Every line with the string "Include" must be copied from the entries below.

[Stored data]
::::
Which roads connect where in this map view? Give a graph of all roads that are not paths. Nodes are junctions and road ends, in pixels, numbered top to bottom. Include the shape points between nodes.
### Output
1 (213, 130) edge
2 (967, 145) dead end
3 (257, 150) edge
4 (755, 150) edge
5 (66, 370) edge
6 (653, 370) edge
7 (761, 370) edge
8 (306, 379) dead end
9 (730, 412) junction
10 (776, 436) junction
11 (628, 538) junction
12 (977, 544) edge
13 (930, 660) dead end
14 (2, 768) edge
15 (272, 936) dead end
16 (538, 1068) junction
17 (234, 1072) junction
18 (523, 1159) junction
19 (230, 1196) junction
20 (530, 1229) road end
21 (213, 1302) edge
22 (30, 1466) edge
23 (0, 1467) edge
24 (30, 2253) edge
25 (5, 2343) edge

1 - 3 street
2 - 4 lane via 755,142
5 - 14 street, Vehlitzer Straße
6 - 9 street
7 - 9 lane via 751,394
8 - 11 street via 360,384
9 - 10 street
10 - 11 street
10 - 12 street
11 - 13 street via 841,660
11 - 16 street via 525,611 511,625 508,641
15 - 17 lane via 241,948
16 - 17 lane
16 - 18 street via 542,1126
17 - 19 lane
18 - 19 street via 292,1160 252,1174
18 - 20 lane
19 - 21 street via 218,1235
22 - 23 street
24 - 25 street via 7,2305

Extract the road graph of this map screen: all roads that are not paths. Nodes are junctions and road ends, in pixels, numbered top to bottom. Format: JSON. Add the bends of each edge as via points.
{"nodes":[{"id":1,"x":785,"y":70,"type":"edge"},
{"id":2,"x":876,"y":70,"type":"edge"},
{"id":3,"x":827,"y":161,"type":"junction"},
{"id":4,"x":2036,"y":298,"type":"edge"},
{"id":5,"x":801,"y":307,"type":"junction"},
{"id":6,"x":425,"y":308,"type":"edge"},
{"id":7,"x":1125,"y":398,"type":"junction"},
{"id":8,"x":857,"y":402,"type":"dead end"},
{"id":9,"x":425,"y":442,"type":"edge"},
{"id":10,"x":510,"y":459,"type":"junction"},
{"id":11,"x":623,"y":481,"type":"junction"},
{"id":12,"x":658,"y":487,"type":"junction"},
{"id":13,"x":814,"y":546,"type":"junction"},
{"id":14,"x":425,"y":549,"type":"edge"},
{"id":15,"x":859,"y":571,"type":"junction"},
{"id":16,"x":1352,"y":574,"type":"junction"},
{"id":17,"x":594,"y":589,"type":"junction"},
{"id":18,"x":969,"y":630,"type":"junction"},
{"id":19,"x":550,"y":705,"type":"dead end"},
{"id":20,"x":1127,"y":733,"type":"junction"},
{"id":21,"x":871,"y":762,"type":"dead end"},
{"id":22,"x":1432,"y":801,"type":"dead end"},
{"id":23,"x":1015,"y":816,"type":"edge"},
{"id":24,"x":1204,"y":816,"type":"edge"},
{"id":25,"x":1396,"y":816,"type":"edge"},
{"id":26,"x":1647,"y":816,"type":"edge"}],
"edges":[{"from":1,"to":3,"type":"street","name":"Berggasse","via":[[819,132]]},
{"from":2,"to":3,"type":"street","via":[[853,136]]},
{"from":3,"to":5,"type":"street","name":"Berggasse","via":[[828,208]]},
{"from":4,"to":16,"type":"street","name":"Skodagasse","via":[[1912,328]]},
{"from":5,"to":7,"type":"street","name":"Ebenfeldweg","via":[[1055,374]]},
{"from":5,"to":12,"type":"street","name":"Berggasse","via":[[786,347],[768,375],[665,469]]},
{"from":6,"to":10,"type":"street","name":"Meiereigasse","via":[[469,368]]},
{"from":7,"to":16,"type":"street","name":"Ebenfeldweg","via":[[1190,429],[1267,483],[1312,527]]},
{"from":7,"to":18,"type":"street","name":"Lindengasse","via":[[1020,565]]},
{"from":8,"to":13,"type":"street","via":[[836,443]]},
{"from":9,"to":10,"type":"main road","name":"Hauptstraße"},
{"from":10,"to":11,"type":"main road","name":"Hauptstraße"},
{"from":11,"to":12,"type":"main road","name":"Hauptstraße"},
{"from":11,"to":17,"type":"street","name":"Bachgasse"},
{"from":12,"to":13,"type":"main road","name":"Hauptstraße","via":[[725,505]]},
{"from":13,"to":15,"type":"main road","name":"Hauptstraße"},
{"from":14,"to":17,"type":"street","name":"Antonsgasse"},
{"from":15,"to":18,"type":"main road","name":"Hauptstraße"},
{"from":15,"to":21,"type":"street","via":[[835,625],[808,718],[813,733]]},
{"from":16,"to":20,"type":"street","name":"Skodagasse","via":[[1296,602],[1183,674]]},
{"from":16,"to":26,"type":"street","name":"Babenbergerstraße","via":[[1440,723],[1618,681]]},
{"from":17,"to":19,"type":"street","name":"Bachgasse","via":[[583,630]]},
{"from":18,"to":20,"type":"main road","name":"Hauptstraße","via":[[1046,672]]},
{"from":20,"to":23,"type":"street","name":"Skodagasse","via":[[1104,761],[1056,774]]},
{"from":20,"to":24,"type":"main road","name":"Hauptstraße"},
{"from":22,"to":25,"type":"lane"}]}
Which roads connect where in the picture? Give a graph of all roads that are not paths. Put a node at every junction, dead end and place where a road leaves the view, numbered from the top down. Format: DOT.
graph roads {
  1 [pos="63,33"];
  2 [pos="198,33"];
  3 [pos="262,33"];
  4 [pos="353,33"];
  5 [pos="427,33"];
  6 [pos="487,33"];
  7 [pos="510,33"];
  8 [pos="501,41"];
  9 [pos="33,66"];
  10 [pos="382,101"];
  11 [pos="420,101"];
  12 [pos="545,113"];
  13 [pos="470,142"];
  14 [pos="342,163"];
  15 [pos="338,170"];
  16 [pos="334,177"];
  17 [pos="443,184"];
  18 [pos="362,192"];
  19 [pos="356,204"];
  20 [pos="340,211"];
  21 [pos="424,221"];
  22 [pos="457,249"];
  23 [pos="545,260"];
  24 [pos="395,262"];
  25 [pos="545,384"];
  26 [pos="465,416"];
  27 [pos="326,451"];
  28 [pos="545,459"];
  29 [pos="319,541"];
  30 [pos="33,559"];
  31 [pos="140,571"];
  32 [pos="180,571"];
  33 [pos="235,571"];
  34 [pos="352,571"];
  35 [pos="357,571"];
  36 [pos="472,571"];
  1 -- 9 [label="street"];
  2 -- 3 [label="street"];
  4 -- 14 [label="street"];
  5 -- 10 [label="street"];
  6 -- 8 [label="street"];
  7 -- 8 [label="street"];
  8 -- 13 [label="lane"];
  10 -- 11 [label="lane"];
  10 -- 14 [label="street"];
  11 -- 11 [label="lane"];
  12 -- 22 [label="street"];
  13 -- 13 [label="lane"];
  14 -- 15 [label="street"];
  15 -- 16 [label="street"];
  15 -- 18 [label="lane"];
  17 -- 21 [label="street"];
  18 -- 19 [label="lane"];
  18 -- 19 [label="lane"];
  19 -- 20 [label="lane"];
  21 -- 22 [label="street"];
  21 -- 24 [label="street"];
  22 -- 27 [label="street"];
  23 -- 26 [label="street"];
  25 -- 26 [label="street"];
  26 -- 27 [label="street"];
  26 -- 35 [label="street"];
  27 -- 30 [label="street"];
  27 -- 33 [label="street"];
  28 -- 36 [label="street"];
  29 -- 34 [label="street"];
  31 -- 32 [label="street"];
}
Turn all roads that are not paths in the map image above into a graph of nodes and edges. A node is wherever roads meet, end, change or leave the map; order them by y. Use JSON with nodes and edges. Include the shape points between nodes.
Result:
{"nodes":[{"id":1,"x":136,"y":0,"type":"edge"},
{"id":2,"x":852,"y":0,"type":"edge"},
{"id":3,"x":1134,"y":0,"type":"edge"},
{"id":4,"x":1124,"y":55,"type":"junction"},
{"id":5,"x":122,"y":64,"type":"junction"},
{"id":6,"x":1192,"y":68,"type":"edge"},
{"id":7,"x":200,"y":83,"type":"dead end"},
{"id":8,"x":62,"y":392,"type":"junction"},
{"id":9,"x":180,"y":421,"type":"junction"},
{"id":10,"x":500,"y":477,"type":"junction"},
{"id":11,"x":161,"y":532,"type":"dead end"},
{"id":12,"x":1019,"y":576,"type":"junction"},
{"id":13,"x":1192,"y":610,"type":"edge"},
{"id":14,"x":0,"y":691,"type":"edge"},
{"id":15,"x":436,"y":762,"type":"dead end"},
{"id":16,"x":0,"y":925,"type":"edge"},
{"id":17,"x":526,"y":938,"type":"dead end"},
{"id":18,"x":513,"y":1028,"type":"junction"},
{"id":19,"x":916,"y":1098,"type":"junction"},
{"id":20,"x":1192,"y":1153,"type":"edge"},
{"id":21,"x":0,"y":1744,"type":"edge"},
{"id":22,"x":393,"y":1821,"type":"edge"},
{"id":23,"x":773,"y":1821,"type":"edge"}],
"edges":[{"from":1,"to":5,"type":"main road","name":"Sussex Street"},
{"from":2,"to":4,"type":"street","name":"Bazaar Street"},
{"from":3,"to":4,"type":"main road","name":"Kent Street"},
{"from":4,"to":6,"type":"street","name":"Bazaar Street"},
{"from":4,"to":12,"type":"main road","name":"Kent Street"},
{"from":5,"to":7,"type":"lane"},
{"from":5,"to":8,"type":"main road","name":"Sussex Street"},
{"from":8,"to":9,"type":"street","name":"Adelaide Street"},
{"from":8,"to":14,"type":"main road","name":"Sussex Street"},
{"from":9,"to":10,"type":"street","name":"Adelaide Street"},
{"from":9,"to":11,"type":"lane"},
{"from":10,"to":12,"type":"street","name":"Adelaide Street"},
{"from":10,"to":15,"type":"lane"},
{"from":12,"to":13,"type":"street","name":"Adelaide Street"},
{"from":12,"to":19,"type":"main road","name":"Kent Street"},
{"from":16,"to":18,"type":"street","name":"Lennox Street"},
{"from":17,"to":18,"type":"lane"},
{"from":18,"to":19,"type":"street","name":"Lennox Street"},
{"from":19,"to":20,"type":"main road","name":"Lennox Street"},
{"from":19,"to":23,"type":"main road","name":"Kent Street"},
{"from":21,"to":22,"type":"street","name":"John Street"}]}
::::
▸ Problem solution
Which roads connect where in this map view? Give a graph of all roads that are not paths. Nodes are junctions and road ends, in pixels, numbered top to bottom. Include the shape points between nodes.
Turn all roads that are not paths in the map image above into a graph of nodes and edges. A node is wherever roads meet, end, change or leave the map; order them by y. Use JSON with nodes and edges. Include the shape points between nodes.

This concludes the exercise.